Given that these problem are why Ironworks got banned, it's not impossible that something could get banned from Urza. If that happens, I expect it would be Urza himself, as it's generally preferred to ban engine cards. The Emry combo is less reliable and can also be shortcutted to victory.

Reliably Unreliable

I strongly doubt that anything will happen in Modern next Monday. Wizards just had a major banning, and therefore it's too early to be making proclamations about the metagame. We're just getting the first look at actual metagame data, and the picture is unclear.

Urza is very popular and is getting a lot of hype. This necessarily translates into metagame presence. As previously discussed, the hype says that Urza is busted, and decks featuring him are far better than anything else in Modern. Whether this is actually true hasn't been shown in results, but it's too early to be certain. It would take a very clear tale of Urza decks dominating MTGO, which only Wizards knows, for any action to be taken.

Going beyond the data, I'm also not certain on a qualitative level that anything needs to happen. I've been helping a friend test the Urza decks, and he's described it as the most frustrating deck in the world to test. When the Jeskai Ascendancy or Paradoxical Outcome versions are running well, it's the closest we'll ever come to playing paper Vintage. PO Urza's combo kill is basically a Black Lotus away from Vintage Outcome. However, when it doesn't, it feels like complete garbage. The deck is mainly air and needs a critical mass of artifacts to do anything.

Fearful Commitment

The problem has been that a given hand might be the former or the latter, and there's no way of knowing until you play out the game. On many occasions, we've kept turn-one Emry hands, completely whiffed on the mill, and then drawn only payoff cards without anything to make them good. The exact same hand with a mediocre-or-better Emry mill wins within a couple turns. The Ascendancy version is slightly better in that redundant enchantments stack and trigger each other when cast, so there's a chance to dig into gas; however, a Lightning Bolt on Emry can kill any chance that version has to win.

Testing the combo version has also turned my friend off the more reliable Whirza combo/prison decks.
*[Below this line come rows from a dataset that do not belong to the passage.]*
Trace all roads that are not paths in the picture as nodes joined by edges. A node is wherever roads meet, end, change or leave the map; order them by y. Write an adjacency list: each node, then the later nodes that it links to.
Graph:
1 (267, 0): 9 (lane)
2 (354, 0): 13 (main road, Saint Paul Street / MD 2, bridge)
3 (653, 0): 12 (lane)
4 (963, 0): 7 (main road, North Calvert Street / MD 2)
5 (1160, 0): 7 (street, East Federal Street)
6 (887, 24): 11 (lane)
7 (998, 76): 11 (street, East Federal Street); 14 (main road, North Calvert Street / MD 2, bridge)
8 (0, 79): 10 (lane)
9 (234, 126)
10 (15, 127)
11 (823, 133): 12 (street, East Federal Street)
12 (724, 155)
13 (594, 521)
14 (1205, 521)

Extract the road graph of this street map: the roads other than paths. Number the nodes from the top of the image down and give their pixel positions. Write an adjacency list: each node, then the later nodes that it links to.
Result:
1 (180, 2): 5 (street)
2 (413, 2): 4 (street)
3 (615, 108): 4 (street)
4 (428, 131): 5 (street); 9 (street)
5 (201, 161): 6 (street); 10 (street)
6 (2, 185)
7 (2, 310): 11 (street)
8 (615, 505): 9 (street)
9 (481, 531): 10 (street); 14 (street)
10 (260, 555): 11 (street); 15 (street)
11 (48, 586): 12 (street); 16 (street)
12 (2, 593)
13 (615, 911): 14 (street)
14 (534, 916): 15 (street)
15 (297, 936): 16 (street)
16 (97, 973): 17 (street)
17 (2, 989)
Having a reliable gameplan is great, but it feels anemic in comparison to the combos. The data disagrees, but he says it feels so much worse. Then there's the overarching issue with all these decks: they're very poor if Urza himself never resolves.

Just the Start

SCG Indianapolis is the first data point of this new Modern. As always, it will take quite a bit more data before any determinations or predictions can be made. Still, it is exciting to see Modern's rapid shift from this time last year.